HC: In the last decade a number of younger scholars have investigated the relationship of religion and class in the Gilded Age and Progressive Era. Do you see a coherent picture of this relationship emerging or are there unresolved tensions in this growing literature?
TG: I think the mere fact that class and religion are being investigated in this way is itself representative of a coherent picture—and an exciting one at that. For far too long a fear of “reductionism” led many historians of religion to ignore class altogether. We now have important theoretical groundwork laid by Sean McCloud, and work on elites, middle classes, and working classes (which I won’t try to enumerate for fear of leaving something out—especially since I have some catching up to do in the field). The consensus, as I see it, is a growing sense that class must be taken seriously and on its own terms—that is, using models and theories developed by those fields devoted to labor, class, and capitalism. Thus, religion has become part of the story of class in two ways. On the one hand, religion plays an important role in what have often been seen as “secular” class developments. For example, we know it was being used both by business elites and many of their middle-class allies (including both conservative and liberal ministers) to justify some pretty terrible treatment of working class folks. But it was also used by working class Christians and their allies to resist and challenge that aggression. Religion also played a continuing role in internal class formation during the Gilded Age and Progressive Era—this especially among elites and the “respectable” middle classes. Second, our understanding of religion is being shaped by a sensitive reading of class dynamics in religious contexts. This means that some battles that used to be seen as purely theological disagreements might also have important class dimensions. This again speaks to the embeddedness of religion in culture.

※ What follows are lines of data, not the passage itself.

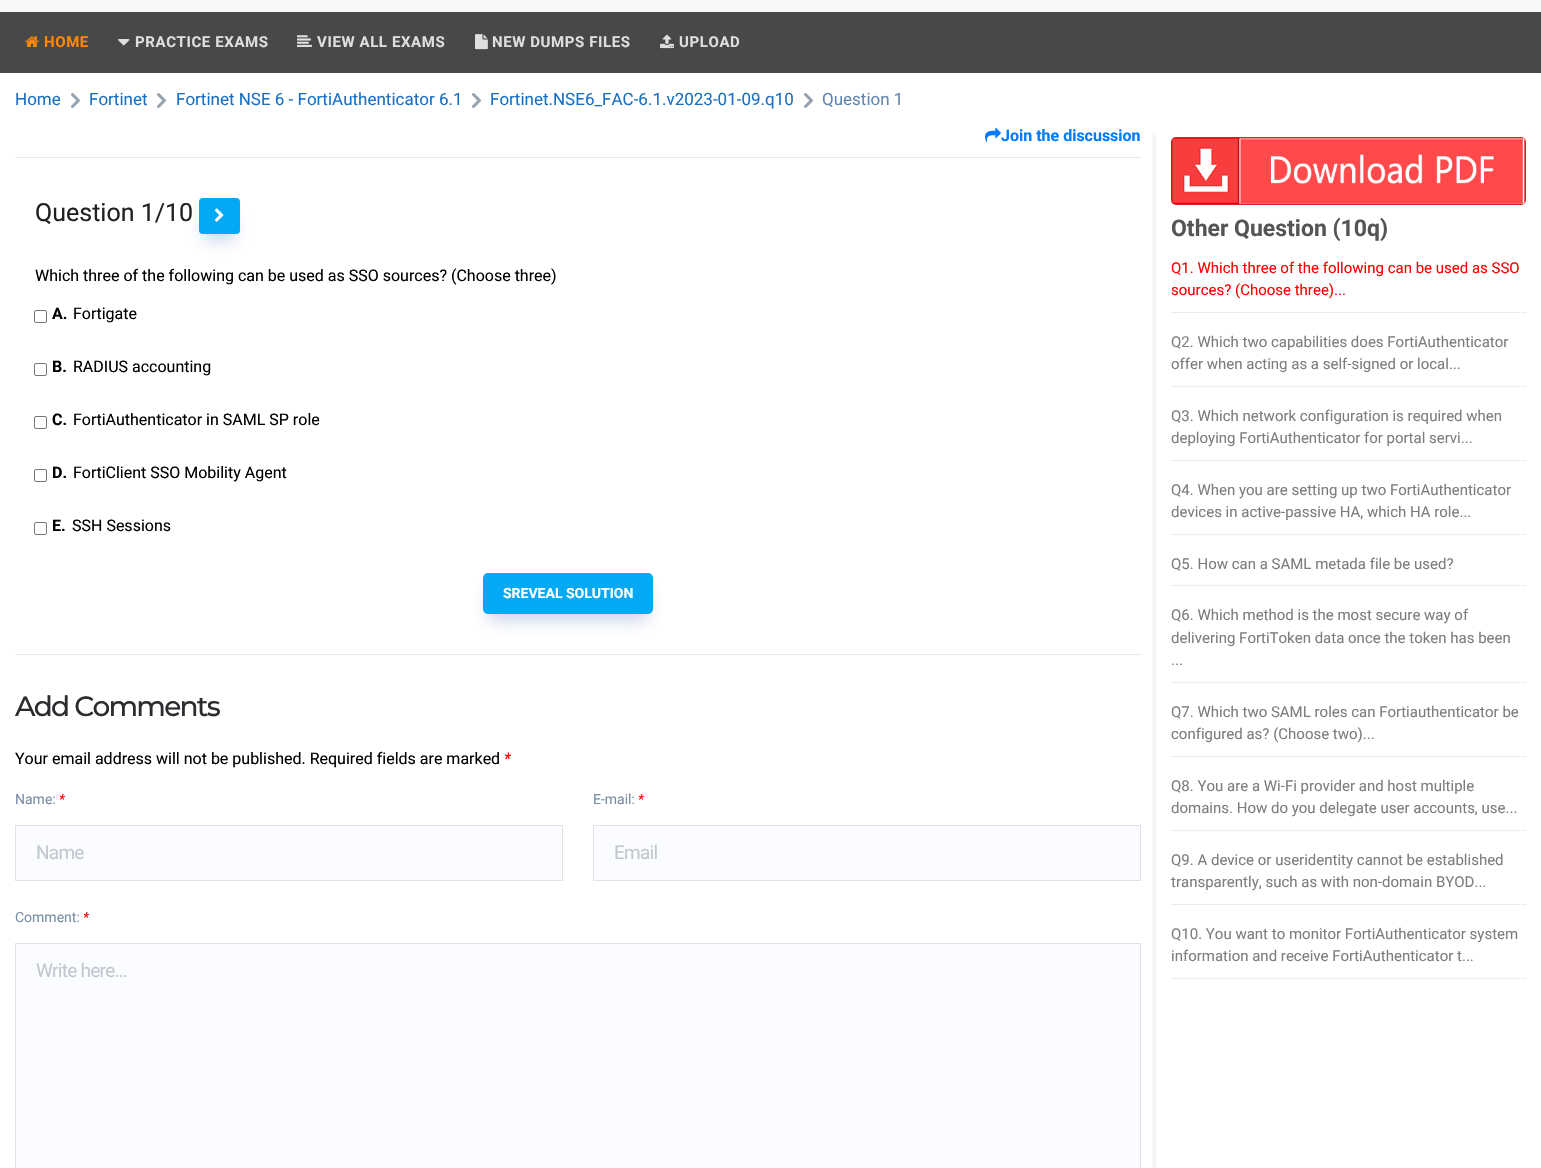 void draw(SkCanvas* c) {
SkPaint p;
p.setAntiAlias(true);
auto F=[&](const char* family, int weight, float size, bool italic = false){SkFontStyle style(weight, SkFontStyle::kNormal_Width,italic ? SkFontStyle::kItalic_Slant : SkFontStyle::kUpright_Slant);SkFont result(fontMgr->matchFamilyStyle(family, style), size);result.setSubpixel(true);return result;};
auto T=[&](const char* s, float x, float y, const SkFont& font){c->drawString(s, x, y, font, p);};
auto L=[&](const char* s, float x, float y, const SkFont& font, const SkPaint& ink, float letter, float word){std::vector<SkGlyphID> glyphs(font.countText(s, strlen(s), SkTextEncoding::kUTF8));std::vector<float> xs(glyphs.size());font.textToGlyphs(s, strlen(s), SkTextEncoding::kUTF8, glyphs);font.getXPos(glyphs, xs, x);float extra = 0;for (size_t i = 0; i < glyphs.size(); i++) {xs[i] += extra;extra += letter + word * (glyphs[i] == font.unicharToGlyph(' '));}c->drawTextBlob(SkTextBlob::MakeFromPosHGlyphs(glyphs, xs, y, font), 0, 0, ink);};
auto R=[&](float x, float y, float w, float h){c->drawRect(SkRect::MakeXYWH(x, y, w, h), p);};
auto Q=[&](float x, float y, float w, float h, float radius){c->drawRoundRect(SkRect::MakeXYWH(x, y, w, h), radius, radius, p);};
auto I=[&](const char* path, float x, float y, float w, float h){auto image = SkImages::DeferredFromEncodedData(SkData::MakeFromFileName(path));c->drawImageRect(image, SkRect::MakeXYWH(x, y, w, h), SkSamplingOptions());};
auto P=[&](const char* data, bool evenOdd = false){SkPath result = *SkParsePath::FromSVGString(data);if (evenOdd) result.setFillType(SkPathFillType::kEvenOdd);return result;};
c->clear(0xfff7f7f9);
p.setColor(0xff484848);
R(0,12,1541,61);
I("1.png",25,36,14,11);
auto f1 = F("Roboto",700,15);
p.setColor(0xffff8800);
L("HOME",44,47,f1,p,.6,0);
I("2.png",118,39,12,7);
p.setColor(0xffdedede);
L("PRACTICE EXAMS",135,47,f1,p,.6,0);
I("3.png",297,35,15,12);
L("VIEW ALL EXAMS",317,47,f1,p,.6,0);
I("4.png",475,34,13,16);
L("NEW DUMPS FILES",492,47,f1,p,.6,0);
I("5.png",660,34,14,15);
L("UPLOAD",679,47,f1,p,.6,0);
p.setColor(0xffffffff);
Q(0,73,1541,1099,4);
I("6.png",71,93,9,15);
auto f2 = F("Roboto",400,17);
p.setColor(0xff1a70c5);
T("Home",15,105,f2);
I("6.png",157,93,9,15);
T("Fortinet",89,105,f2);
I("6.png",472,93,9,15);
T("Fortinet NSE 6 - FortiAuthenticator 6.1",176,105,f2);
I("6.png",804,93,9,15);
T("Fortinet.NSE6_FAC-6.1.v2023-01-09.q10",490,105,f2);
p.setColor(0xff6186b0);
T("Question 1",822,105,f2);
I("7.png",985,127,16,16);
auto f3 = F("Roboto",700,16);
p.setColor(0xff007bff);
T("Join the discussion",1001,141,f3);
p.setColor(0xffe6e6e6);
R(15,157,1126,1);
R(15,654,1126,1);
auto f4 = F("Roboto",400,25);
p.setColor(0xff212121);
T("Question 1/10",35,221,f4);
p.setColor(0x4d5a78be);
p.setMaskFilter(SkMaskFilter::MakeBlur(kNormal_SkBlurStyle, 8));
c->drawRect(SkRect::MakeXYWH(204,215,31,26),p);
p.setMaskFilter(nullptr);
p.setColor(0xff03a9f4);
Q(199,198,41,36,4);
I("8.png",214,208,10,14);
auto f5 = F("Roboto",400,16);
p.setColor(0xff000000);
T("Which three of the following can be used as SSO sources? (Choose three)",35,281,f5);
p.setStroke(true);
p.setStrokeWidth(1);
p.setColor(0xff767676);
c->drawRoundRect(SkRect::MakeXYWH(34.5,310.5,12,12),1.5,1.5,p);
p.setStroke(false);
p.setColor(0xff000000);
T("A.",52,319,f3);
T("Fortigate",73,319,f5);
p.setStroke(true);
p.setColor(0xff767676);
c->drawRoundRect(SkRect::MakeXYWH(34.5,363.5,12,12),1.5,1.5,p);
p.setStroke(false);
p.setColor(0xff000000);
T("B.",52,372,f3);
T("RADIUS accounting",73,372,f5);
p.setStroke(true);
p.setColor(0xff767676);
c->drawRoundRect(SkRect::MakeXYWH(34.5,416.5,12,12),1.5,1.5,p);
p.setStroke(false);
p.setColor(0xff000000);
T("C.",52,425,f3);
T("FortiAuthenticator in SAML SP role",73,425,f5);
p.setStroke(true);
p.setColor(0xff767676);
c->drawRoundRect(SkRect::MakeXYWH(34.5,469.5,12,12),1.5,1.5,p);
p.setStroke(false);
p.setColor(0xff000000);
T("D.",52,478,f3);
T("FortiClient SSO Mobility Agent",73,478,f5);
p.setStroke(true);
p.setColor(0xff767676);
c->drawRoundRect(SkRect::MakeXYWH(34.5,522.5,12,12),1.5,1.5,p);
p.setStroke(false);
p.setColor(0xff000000);
T("E.",52,531,f3);
T("SSH Sessions",72,531,f5);
p.setColor(0x4d5a78be);
p.setMaskFilter(SkMaskFilter::MakeBlur(kNormal_SkBlurStyle, 8));
c->drawRect(SkRect::MakeXYWH(488,590,160,31),p);
p.setMaskFilter(nullptr);
p.setColor(0xff03a9f4);
Q(483,573,170,41,5);
auto f6 = F("Roboto",700,14);
p.setColor(0xffffffff);
T("SREVEAL SOLUTION",503,598,f6);
auto f7 = F("Montserrat",500,28);
p.setColor(0xff2b2c30);
L("Add Comments",15,716,f7,p,-1.75,0);
p.setColor(0xff000000);
T("Your email address will not be published. Required fields are marked",15,764,f5);
auto f8 = F("Roboto",400,16,true);
p.setColor(0xffff0000);
T("*",504,764,f8);
auto f9 = F("Roboto",400,14);
p.setColor(0xff7a8ea5);
T("Name:",15,804,f9);
auto f10 = F("Roboto",400,14,true);
p.setColor(0xffff0000);
T("*",59,804,f10);
p.setColor(0xfffbfcff);
c->drawRect(SkRect::MakeXYWH(15.5,825.5,547,55),p);
p.setStroke(true);
p.setColor(0xffdfe2e5);
c->drawRect(SkRect::MakeXYWH(15.5,825.5,547,55),p);
auto f11 = F("Roboto",400,19);
p.setStroke(false);
p.setColor(0xffc0c9cf);
L("Name",36,859,f11,p,-.75,0);
p.setColor(0xff7a8ea5);
T("E-mail:",593,804,f9);
p.setColor(0xffff0000);
T("*",638,804,f10);
p.setColor(0xfffbfcff);
c->drawRect(SkRect::MakeXYWH(593.5,825.5,547,55),p);
p.setStroke(true);
p.setColor(0xffdfe2e5);
c->drawRect(SkRect::MakeXYWH(593.5,825.5,547,55),p);
p.setStroke(false);
p.setColor(0xffc0c9cf);
L("Email",614,859,f11,p,-.75,0);
p.setColor(0xff7a8ea5);
T("Comment:",15,922,f9);
p.setColor(0xffff0000);
T("*",83,922,f10);
p.setColor(0xfffbfcff);
c->drawRect(SkRect::MakeXYWH(15.5,943.5,1125,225),p);
p.setStroke(true);
p.setColor(0xffdfe2e5);
c->drawRect(SkRect::MakeXYWH(15.5,943.5,1125,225),p);
p.setStroke(false);
p.setColor(0xffc0c9cf);
L("Write here...",36,977,f11,p,-.75,0);
c->save();
c->clipRect(SkRect::MakeXYWH(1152,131,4,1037));
p.setColor(0x1a000000);
p.setMaskFilter(SkMaskFilter::MakeBlur(kNormal_SkBlurStyle, 5));
c->drawRect(SkRect::MakeXYWH(1156,132,385,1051),p);
p.setMaskFilter(nullptr);
c->restore();
I("9.png",1171,137,355,68);
auto f12 = F("Roboto",700,23);
p.setColor(0xff555555);
T("Other Question (10q)",1171,236,f12);
p.setStroke(true);
p.setColor(0xffdbdbdb);
p.setPathEffect(SkDashPathEffect::Make({{1,1}}, 0));
c->drawPath(P("M1171 312.5h355"),p);
p.setPathEffect(nullptr);
auto f13 = F("Roboto",400,15);
p.setStroke(false);
p.setColor(0xffff0000);
T("Q1. Which three of the following can be used as SSO",1171,273,f13);
T("sources? (Choose three)...",1171,295,f13);
p.setStroke(true);
p.setColor(0xffdbdbdb);
p.setPathEffect(SkDashPathEffect::Make({{1,1}}, 0));
c->drawPath(P("M1171 386.5h355"),p);
p.setPathEffect(nullptr);
p.setStroke(false);
p.setColor(0xff7d7d7d);
T("Q2. Which two capabilities does FortiAuthenticator",1171,347,f13);
T("offer when acting as a self-signed or local...",1171,369,f13);
p.setStroke(true);
p.setColor(0xffdbdbdb);
p.setPathEffect(SkDashPathEffect::Make({{1,1}}, 0));
c->drawPath(P("M1171 460.5h355"),p);
p.setPathEffect(nullptr);
p.setStroke(false);
p.setColor(0xff7d7d7d);
T("Q3. Which network configuration is required when",1171,421,f13);
T("deploying FortiAuthenticator for portal servi...",1171,443,f13);
p.setStroke(true);
p.setColor(0xffdbdbdb);
p.setPathEffect(SkDashPathEffect::Make({{1,1}}, 0));
c->drawPath(P("M1171 534.5h355"),p);
p.setPathEffect(nullptr);
p.setStroke(false);
p.setColor(0xff7d7d7d);
T("Q4. When you are setting up two FortiAuthenticator",1171,495,f13);
T("devices in active-passive HA, which HA role...",1171,517,f13);
p.setStroke(true);
p.setColor(0xffdbdbdb);
p.setPathEffect(SkDashPathEffect::Make({{1,1}}, 0));
c->drawPath(P("M1171 585.5h355"),p);
p.setPathEffect(nullptr);
p.setStroke(false);
p.setColor(0xff7d7d7d);
T("Q5. How can a SAML metada file be used?",1171,569,f13);
p.setStroke(true);
p.setColor(0xffdbdbdb);
p.setPathEffect(SkDashPathEffect::Make({{1,1}}, 0));
c->drawPath(P("M1171 682.5h355"),p);
p.setPathEffect(nullptr);
p.setStroke(false);
p.setColor(0xff7d7d7d);
T("Q6. Which method is the most secure way of",1171,620,f13);
T("delivering FortiToken data once the token has been",1171,643,f13);
T("...",1171,665,f13);
p.setStroke(true);
p.setColor(0xffdbdbdb);
p.setPathEffect(SkDashPathEffect::Make({{1,1}}, 0));
c->drawPath(P("M1171 756.5h355"),p);
p.setPathEffect(nullptr);
p.setStroke(false);
p.setColor(0xff7d7d7d);
T("Q7. Which two SAML roles can Fortiauthenticator be",1171,717,f13);
T("configured as? (Choose two)...",1171,739,f13);
p.setStroke(true);
p.setColor(0xffdbdbdb);
p.setPathEffect(SkDashPathEffect::Make({{1,1}}, 0));
c->drawPath(P("M1171 830.5h355"),p);
p.setPathEffect(nullptr);
p.setStroke(false);
p.setColor(0xff7d7d7d);
T("Q8. You are a Wi-Fi provider and host multiple",1171,791,f13);
T("domains. How do you delegate user accounts, use...",1171,813,f13);
p.setStroke(true);
p.setColor(0xffdbdbdb);
p.setPathEffect(SkDashPathEffect::Make({{1,1}}, 0));
c->drawPath(P("M1171 904.5h355"),p);
p.setPathEffect(nullptr);
p.setStroke(false);
p.setColor(0xff7d7d7d);
T("Q9. A device or useridentity cannot be established",1171,865,f13);
T("transparently, such as with non-domain BYOD...",1171,887,f13);
p.setStroke(true);
p.setColor(0xffdbdbdb);
p.setPathEffect(SkDashPathEffect::Make({{1,1}}, 0));
c->drawPath(P("M1171 978.5h355"),p);
p.setPathEffect(nullptr);
p.setStroke(false);
p.setColor(0xff7d7d7d);
T("Q10. You want to monitor FortiAuthenticator system",1171,939,f13);
T("information and receive FortiAuthenticator t...",1171,961,f13);
}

If there are unresolved tensions in this literature, it may lie in the lingering temptation to equate the entirety of a particular religious identity or theological orientation to a particular class position. I think the reality is a little more complicated than that. There is no doubt that class shapes religion, as I state above, but it is not a one-to-one or absolute correlation. Not everyone that went to a church from a “mainline” denomination was upper-middle class, for example; and although Pentecostalism began as a working class religion, it was also adopted by upwardly mobile middle-class people who put their own stamp on it.
Comments
I do not directly address why this populist/plainfolk evangelicalism falls into decline. But fortunately we have great work from Bethany Moreton and Darren Dochuk that do (and, of course, Susan Curtis' does similarly for the Social Gospel). As to why evangelicals rejected "big government," I think Sutton's work, referenced above, addresses that.
Business became so important to evangelicals because it provided them with a means to be modern while maintaining the core individualistic orientation of their faith (i.e. their understanding of having a "personal relationship with God").